# [Problem requirements]
What is the number of lines below that contain the word "اتحاد"? Respond with that number alone.

[Collected data entries]

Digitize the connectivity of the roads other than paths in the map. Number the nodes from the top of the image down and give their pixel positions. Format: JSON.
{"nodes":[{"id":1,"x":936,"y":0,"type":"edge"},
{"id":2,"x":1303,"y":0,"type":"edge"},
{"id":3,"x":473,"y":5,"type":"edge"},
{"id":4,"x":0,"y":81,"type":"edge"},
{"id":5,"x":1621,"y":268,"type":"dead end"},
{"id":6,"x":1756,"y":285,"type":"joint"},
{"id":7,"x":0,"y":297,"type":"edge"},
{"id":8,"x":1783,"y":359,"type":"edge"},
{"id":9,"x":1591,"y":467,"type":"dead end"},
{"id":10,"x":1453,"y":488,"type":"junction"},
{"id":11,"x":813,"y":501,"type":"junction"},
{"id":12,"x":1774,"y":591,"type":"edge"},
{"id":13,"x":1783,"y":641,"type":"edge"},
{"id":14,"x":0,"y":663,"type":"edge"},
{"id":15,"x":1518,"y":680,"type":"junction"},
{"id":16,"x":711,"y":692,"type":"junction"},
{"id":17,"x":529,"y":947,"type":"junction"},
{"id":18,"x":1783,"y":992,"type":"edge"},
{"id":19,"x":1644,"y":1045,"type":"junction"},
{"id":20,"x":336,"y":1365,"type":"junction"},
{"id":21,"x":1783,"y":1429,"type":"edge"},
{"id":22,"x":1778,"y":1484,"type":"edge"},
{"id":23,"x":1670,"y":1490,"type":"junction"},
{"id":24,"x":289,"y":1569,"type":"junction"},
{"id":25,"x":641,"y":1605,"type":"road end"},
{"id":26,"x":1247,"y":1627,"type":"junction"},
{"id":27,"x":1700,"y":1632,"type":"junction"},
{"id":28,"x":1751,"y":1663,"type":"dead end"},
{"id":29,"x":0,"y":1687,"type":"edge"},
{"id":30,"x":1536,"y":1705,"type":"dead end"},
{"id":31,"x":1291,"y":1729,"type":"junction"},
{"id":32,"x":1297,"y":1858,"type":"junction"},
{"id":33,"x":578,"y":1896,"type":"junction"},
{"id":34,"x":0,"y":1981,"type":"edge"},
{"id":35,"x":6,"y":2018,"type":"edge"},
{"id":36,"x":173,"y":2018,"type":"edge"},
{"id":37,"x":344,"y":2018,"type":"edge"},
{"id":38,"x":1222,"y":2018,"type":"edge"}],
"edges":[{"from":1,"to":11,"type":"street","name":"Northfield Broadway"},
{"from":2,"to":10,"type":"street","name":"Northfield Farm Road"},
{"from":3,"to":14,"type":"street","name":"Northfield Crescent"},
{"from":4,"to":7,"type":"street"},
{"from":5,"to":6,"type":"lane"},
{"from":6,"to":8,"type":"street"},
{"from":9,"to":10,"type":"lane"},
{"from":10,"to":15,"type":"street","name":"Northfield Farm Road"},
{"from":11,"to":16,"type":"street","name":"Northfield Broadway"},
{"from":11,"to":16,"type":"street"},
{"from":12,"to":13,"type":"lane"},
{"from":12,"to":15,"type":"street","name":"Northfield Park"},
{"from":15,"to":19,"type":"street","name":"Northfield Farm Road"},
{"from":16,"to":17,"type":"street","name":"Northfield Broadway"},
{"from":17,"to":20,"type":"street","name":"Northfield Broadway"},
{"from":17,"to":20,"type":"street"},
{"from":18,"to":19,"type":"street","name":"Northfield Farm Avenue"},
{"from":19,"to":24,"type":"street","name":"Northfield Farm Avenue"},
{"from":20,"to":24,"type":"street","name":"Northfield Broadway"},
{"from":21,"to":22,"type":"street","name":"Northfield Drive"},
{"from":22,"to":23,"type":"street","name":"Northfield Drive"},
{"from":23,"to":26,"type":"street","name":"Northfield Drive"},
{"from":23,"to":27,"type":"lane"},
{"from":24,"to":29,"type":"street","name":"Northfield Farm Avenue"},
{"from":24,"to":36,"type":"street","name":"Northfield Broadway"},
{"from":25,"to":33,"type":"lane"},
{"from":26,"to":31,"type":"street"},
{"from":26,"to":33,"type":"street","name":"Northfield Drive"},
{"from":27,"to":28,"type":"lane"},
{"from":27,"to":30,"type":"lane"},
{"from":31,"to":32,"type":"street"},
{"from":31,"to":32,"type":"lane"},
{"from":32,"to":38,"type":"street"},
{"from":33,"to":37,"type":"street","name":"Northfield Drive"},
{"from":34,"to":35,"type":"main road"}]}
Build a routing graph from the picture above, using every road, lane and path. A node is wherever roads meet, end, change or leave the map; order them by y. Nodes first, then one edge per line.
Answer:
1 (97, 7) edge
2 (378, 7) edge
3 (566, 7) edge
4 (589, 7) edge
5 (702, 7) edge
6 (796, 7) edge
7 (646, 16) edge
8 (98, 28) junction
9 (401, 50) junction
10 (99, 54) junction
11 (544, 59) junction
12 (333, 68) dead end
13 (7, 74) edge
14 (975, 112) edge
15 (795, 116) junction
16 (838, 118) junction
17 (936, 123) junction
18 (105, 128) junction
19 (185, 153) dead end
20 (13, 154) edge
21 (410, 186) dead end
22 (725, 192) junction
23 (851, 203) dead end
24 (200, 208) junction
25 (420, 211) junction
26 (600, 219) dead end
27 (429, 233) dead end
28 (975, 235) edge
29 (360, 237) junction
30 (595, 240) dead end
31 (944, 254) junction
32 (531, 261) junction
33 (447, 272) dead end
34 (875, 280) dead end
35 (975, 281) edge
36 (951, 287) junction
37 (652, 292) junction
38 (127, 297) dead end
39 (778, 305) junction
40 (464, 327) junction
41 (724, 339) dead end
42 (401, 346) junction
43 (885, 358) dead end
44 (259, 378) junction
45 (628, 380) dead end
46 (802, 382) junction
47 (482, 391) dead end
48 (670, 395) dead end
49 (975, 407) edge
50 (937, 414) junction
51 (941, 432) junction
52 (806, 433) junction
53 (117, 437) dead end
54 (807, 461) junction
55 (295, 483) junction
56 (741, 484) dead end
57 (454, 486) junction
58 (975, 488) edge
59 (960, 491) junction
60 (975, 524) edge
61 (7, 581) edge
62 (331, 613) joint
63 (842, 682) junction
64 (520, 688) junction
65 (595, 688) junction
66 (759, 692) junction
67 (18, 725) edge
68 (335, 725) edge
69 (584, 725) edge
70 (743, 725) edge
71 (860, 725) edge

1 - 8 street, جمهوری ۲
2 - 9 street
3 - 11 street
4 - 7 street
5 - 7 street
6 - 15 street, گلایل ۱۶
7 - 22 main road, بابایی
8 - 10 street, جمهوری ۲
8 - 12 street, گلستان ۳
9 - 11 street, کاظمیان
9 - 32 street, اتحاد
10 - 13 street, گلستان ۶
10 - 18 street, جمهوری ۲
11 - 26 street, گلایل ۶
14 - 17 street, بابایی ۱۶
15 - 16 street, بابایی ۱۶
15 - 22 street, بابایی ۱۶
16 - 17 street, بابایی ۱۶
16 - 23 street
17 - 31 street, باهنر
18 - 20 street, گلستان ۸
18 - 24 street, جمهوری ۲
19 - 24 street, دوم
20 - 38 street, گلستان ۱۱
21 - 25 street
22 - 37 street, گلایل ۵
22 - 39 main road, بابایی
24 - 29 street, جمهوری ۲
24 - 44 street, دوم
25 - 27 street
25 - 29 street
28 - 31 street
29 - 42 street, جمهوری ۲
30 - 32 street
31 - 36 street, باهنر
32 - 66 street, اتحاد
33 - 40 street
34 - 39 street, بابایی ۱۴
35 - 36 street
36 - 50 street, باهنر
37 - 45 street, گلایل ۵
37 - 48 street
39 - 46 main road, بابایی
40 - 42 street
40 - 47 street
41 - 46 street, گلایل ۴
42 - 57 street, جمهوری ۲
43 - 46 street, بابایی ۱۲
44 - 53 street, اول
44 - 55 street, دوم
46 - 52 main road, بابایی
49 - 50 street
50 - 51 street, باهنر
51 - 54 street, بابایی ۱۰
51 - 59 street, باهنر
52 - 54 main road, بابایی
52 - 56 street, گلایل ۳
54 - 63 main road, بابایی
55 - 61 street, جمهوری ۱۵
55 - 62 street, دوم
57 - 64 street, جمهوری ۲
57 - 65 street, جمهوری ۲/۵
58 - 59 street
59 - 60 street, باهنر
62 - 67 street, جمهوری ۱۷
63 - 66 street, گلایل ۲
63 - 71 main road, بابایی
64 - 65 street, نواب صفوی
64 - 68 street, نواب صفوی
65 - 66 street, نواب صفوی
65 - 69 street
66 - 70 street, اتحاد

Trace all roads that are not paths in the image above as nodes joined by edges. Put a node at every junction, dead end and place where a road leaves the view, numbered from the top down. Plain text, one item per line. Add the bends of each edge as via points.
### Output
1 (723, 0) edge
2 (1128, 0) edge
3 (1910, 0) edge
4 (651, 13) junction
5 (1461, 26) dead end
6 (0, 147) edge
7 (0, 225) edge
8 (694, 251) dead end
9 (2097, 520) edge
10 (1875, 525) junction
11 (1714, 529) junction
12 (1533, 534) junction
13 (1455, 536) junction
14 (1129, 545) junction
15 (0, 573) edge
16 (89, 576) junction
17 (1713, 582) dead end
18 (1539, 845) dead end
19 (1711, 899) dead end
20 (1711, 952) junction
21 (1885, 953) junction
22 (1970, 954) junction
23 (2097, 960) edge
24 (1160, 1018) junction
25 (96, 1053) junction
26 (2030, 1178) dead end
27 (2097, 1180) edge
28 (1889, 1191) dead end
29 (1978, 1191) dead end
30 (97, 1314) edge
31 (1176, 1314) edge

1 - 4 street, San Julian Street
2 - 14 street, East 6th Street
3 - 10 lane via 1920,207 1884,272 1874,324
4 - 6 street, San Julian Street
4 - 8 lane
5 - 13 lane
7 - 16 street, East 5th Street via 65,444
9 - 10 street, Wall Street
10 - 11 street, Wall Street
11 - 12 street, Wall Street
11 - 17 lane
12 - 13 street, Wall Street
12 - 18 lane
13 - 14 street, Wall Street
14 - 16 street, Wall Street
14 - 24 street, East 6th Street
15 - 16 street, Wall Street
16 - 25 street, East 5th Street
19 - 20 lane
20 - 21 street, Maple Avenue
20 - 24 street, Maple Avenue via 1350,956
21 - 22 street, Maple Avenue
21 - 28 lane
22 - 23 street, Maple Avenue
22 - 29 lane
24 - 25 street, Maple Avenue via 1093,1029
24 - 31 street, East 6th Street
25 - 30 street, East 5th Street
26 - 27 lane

# [Exercise result]
3